Work order - Scan the data below and pick out the lines containing the word "Paseo".

Record set -

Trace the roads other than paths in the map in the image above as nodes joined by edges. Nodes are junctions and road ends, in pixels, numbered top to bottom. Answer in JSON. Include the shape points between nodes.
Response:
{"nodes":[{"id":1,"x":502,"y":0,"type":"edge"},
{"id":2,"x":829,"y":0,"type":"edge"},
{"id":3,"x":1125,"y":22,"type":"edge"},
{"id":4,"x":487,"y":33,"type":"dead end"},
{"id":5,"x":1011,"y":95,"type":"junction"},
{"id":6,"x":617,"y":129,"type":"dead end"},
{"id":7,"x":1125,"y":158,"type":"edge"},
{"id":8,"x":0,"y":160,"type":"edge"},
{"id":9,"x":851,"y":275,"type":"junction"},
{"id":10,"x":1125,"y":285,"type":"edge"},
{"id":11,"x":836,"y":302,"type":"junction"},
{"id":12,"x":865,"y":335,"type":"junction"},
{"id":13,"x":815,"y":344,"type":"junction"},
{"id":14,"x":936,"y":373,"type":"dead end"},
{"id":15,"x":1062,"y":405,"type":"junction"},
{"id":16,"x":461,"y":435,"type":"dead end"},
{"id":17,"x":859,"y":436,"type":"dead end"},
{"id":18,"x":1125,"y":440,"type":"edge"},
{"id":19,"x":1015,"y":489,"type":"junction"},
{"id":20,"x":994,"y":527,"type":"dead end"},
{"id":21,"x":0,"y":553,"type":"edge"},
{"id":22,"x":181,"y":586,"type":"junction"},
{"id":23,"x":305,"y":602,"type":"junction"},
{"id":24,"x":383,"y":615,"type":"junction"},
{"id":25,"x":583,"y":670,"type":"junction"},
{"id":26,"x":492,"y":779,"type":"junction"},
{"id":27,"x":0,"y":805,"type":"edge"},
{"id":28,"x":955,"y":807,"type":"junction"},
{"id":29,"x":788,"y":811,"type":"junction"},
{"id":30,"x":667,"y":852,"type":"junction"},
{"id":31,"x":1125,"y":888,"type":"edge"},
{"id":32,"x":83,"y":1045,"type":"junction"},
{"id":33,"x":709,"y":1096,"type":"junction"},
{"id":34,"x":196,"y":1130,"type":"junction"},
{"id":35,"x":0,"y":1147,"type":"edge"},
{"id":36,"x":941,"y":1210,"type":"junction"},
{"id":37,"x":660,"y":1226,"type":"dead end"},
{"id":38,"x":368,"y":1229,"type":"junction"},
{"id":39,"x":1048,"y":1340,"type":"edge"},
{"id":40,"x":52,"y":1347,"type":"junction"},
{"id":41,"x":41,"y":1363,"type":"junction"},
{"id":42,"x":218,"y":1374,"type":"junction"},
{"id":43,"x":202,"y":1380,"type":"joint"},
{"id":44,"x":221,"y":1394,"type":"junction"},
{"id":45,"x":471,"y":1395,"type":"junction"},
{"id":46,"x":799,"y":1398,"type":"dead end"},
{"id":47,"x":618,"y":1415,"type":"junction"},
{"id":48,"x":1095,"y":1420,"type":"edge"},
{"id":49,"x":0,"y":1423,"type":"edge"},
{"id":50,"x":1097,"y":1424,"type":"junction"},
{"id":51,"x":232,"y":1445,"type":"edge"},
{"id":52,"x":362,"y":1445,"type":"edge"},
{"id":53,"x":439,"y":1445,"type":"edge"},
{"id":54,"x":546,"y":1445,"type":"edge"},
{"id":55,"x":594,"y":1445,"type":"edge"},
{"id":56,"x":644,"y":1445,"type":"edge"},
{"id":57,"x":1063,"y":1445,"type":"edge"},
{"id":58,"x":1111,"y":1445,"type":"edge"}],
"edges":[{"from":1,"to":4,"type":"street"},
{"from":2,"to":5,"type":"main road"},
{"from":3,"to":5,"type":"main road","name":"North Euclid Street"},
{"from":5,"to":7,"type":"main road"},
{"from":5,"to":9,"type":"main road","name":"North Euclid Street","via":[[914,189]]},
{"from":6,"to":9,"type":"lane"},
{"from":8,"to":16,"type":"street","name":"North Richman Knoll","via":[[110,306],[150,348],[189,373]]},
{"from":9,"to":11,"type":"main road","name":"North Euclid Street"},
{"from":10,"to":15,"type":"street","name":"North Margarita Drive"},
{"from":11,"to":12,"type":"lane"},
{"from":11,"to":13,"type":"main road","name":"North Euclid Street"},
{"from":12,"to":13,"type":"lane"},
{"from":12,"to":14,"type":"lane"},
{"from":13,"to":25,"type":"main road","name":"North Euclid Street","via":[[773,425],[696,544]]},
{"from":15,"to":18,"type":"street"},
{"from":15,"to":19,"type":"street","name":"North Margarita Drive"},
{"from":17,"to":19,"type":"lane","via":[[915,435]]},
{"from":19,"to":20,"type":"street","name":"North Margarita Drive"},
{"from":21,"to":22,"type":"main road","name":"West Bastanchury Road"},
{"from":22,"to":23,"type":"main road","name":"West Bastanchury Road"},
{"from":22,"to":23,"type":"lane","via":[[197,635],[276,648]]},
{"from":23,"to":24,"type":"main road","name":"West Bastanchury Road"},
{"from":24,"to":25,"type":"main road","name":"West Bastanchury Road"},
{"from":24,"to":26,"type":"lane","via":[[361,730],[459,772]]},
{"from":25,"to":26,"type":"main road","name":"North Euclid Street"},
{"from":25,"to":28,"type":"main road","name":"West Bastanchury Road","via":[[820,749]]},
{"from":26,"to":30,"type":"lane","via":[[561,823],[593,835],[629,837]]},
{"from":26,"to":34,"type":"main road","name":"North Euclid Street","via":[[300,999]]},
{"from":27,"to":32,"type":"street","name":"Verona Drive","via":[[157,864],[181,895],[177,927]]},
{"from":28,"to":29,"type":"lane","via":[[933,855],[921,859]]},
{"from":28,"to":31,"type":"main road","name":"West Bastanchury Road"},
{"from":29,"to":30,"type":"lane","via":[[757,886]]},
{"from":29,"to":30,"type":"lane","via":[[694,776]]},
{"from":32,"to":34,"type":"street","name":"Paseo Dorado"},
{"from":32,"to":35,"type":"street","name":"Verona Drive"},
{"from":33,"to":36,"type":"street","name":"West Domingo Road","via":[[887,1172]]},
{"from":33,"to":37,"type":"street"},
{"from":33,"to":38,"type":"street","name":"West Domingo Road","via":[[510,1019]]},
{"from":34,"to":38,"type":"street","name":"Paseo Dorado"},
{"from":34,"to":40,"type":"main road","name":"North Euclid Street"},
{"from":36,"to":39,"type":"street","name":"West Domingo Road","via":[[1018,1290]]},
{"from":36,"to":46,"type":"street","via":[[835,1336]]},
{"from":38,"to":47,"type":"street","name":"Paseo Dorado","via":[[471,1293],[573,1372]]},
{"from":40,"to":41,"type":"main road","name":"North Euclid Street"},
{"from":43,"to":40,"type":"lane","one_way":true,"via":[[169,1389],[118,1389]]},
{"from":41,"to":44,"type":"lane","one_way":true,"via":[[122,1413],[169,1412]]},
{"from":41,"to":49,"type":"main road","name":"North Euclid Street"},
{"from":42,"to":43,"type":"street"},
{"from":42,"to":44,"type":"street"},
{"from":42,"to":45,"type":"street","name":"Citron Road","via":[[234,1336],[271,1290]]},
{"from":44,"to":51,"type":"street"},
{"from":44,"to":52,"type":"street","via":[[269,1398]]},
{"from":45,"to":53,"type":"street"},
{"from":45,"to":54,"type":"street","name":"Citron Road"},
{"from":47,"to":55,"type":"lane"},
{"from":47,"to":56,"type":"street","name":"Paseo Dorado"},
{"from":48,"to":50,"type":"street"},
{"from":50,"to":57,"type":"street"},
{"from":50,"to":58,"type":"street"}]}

The answer -
{"from":32,"to":34,"type":"street","name":"Paseo Dorado"},
{"from":34,"to":38,"type":"street","name":"Paseo Dorado"},
{"from":38,"to":47,"type":"street","name":"Paseo Dorado","via":[[471,1293],[573,1372]]},
{"from":47,"to":56,"type":"street","name":"Paseo Dorado"},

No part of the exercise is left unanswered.